_Exercise_. Copy each line of the listing where the word "paths" can be found.
Available data: Begin
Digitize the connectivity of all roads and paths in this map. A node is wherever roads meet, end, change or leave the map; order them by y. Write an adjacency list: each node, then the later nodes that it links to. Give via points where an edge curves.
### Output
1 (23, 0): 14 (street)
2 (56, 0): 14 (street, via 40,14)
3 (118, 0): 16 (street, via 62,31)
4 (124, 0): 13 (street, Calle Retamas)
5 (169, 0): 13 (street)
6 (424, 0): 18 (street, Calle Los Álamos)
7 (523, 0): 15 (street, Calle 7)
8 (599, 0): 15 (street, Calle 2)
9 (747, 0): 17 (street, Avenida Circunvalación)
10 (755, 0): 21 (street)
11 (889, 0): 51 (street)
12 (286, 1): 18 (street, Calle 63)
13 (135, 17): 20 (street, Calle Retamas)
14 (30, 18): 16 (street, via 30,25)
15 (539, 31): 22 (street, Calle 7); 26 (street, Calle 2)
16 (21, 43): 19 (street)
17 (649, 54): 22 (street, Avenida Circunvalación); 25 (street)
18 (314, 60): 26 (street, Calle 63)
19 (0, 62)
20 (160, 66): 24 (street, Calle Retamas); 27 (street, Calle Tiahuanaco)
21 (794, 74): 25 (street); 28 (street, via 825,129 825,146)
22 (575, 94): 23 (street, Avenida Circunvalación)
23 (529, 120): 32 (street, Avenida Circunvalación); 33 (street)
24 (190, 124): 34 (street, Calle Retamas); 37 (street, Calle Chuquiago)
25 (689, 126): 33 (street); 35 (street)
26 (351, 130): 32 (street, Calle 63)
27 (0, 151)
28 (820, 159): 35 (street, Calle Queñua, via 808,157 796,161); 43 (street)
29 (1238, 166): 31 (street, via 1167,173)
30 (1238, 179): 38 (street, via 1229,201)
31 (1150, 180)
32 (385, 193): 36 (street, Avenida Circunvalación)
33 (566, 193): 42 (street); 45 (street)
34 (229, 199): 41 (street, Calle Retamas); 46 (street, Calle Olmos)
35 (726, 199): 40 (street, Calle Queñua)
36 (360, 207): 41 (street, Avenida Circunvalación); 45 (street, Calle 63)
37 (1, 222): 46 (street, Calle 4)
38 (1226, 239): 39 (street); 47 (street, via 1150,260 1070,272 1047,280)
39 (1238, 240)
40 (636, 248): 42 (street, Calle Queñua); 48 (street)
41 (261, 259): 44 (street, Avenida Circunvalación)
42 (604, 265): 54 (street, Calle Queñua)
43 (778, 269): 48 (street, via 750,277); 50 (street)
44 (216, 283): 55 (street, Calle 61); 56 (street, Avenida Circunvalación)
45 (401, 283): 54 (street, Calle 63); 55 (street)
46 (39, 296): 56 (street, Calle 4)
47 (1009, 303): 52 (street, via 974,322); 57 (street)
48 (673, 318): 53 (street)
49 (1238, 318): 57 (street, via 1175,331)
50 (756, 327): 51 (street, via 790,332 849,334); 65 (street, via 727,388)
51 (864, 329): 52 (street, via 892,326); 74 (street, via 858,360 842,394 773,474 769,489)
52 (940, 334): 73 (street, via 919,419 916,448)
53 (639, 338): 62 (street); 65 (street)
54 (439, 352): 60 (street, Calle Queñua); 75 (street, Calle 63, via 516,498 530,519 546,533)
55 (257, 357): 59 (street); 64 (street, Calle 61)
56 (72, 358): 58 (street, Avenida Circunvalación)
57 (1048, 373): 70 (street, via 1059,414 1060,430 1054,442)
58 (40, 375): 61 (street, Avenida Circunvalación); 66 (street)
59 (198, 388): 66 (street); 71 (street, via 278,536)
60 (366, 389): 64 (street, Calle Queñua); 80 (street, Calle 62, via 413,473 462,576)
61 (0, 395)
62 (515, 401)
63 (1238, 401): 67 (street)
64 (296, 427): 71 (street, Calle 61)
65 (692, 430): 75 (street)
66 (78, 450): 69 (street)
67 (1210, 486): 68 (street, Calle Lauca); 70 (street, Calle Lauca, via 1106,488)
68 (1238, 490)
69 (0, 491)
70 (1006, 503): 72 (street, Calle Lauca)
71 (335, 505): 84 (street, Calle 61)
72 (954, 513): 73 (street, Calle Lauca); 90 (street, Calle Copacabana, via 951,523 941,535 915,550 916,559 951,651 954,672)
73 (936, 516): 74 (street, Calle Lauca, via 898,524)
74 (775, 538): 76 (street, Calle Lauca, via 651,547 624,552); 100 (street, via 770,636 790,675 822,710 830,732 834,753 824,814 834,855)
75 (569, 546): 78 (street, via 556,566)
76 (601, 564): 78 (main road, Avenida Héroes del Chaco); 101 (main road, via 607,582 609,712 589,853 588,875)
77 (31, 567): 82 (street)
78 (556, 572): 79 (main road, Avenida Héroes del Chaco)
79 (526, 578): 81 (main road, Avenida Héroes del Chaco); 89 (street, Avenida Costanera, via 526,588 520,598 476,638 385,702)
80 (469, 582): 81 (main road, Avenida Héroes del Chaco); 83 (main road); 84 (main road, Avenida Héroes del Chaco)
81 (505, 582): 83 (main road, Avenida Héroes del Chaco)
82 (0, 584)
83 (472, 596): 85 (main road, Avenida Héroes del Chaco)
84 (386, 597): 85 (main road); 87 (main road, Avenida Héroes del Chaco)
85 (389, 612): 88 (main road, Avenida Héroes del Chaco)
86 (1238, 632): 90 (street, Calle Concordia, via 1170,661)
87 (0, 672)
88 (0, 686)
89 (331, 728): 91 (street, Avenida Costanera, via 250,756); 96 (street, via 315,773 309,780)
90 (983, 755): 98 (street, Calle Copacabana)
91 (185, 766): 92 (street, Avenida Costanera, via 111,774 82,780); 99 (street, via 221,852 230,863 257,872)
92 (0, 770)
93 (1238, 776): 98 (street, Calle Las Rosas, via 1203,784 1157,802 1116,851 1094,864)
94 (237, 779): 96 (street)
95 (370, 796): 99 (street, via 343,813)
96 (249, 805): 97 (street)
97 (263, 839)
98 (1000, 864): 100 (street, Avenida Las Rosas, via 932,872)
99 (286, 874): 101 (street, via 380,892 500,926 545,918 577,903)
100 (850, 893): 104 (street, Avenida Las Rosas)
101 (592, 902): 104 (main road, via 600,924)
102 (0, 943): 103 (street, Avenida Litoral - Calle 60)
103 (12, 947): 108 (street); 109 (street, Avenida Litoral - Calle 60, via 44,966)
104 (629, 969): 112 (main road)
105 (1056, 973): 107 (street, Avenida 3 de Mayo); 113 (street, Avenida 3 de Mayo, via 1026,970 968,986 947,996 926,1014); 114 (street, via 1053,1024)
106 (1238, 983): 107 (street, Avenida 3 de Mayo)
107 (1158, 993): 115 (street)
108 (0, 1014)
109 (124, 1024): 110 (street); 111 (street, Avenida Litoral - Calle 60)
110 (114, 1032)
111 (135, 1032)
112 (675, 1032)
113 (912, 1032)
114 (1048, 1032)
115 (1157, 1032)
Available data: End
Available data: Begin
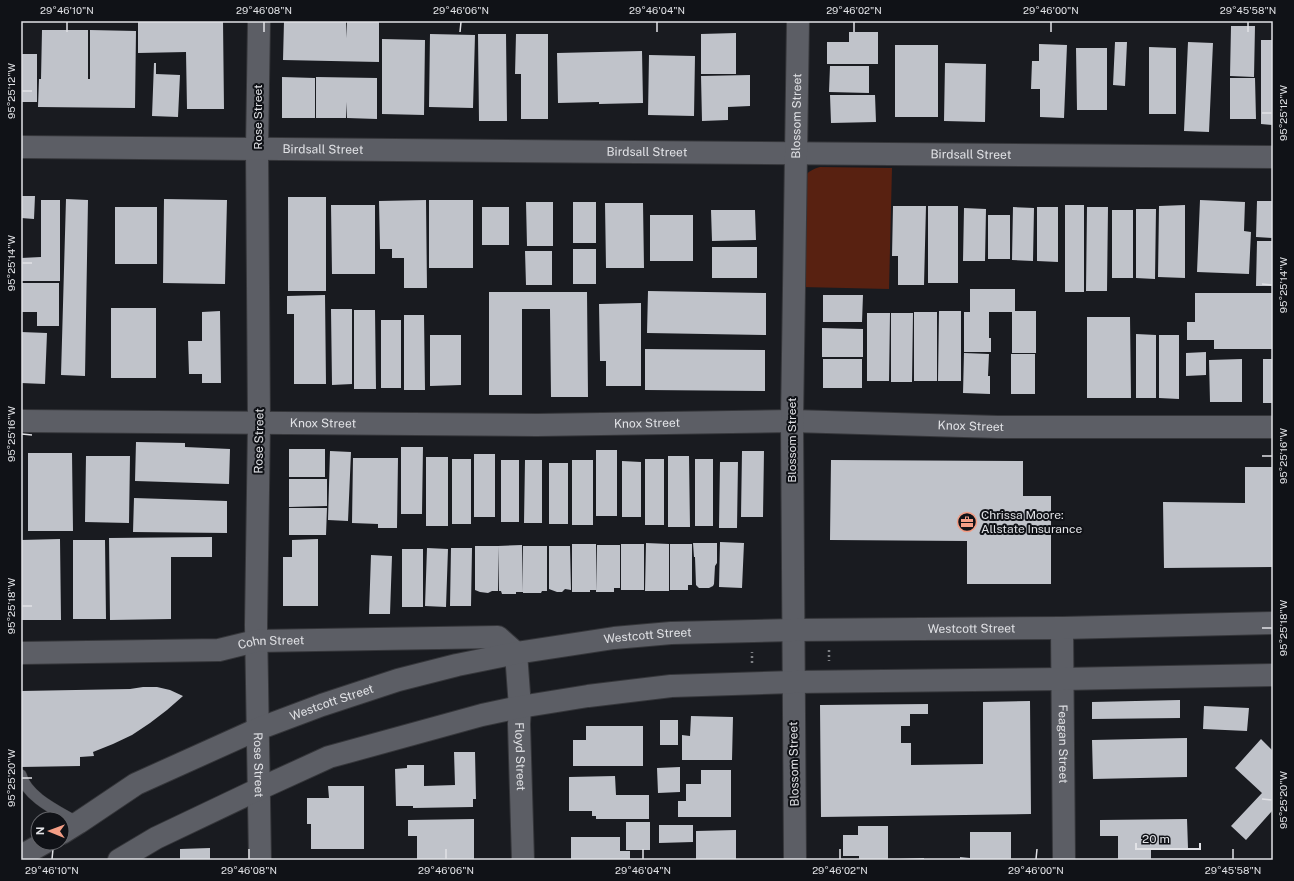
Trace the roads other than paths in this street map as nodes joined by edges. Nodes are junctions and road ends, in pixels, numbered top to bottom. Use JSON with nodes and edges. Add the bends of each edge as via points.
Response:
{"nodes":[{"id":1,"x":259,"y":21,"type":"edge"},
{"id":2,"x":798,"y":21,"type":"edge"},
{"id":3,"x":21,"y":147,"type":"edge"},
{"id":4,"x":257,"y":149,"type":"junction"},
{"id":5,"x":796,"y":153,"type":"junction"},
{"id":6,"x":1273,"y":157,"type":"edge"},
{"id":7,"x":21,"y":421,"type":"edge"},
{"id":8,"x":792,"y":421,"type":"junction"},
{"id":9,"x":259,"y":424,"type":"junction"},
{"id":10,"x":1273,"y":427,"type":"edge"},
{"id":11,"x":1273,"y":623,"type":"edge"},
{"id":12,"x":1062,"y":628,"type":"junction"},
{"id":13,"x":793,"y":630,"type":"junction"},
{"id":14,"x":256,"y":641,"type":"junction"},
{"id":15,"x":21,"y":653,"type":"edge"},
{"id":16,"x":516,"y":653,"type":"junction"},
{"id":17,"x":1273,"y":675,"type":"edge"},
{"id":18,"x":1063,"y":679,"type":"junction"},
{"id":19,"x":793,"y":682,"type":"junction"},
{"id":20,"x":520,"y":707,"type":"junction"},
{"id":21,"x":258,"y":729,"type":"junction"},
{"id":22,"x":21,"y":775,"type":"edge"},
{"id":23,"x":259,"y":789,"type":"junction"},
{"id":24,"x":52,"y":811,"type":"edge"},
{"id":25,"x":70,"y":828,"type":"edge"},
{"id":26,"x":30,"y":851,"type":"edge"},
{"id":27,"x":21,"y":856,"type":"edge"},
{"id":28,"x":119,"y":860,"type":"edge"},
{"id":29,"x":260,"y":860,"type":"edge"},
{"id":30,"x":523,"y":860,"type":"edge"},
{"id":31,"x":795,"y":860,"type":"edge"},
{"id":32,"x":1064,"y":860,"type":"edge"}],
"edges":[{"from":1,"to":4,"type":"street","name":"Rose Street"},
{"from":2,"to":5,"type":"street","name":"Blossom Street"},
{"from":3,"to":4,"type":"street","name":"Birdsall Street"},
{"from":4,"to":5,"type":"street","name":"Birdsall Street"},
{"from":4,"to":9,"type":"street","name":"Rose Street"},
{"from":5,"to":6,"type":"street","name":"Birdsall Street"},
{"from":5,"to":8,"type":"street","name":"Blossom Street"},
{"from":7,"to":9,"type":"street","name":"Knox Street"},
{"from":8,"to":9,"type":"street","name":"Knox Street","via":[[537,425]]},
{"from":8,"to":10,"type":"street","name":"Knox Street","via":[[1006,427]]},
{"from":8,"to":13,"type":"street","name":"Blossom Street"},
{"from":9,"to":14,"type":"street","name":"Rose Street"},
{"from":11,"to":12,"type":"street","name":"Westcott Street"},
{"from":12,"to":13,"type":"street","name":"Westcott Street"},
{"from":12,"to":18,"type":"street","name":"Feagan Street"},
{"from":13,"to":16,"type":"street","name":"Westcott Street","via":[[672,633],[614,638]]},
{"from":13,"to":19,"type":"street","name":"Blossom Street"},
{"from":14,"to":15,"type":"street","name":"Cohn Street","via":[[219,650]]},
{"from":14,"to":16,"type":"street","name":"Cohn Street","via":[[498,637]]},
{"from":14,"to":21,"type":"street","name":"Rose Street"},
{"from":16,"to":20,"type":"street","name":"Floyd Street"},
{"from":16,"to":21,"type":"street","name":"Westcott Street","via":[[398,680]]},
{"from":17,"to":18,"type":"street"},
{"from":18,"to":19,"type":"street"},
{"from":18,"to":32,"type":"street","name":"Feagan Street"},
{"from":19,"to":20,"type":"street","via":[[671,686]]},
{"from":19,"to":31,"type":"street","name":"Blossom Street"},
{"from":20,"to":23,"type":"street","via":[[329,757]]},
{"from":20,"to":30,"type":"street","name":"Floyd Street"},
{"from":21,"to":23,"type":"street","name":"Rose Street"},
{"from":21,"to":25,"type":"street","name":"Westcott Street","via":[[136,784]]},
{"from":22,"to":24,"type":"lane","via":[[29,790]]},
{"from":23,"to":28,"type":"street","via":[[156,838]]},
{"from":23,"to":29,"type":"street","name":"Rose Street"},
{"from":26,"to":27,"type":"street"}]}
Available data: End
_Output of the task_.
Digitize the connectivity of all roads and paths in this map. A node is wherever roads meet, end, change or leave the map; order them by y. Write an adjacency list: each node, then the later nodes that it links to. Give via points where an edge curves.
Trace the roads other than paths in this street map as nodes joined by edges. Nodes are junctions and road ends, in pixels, numbered top to bottom. Use JSON with nodes and edges. Add the bends of each edge as via points.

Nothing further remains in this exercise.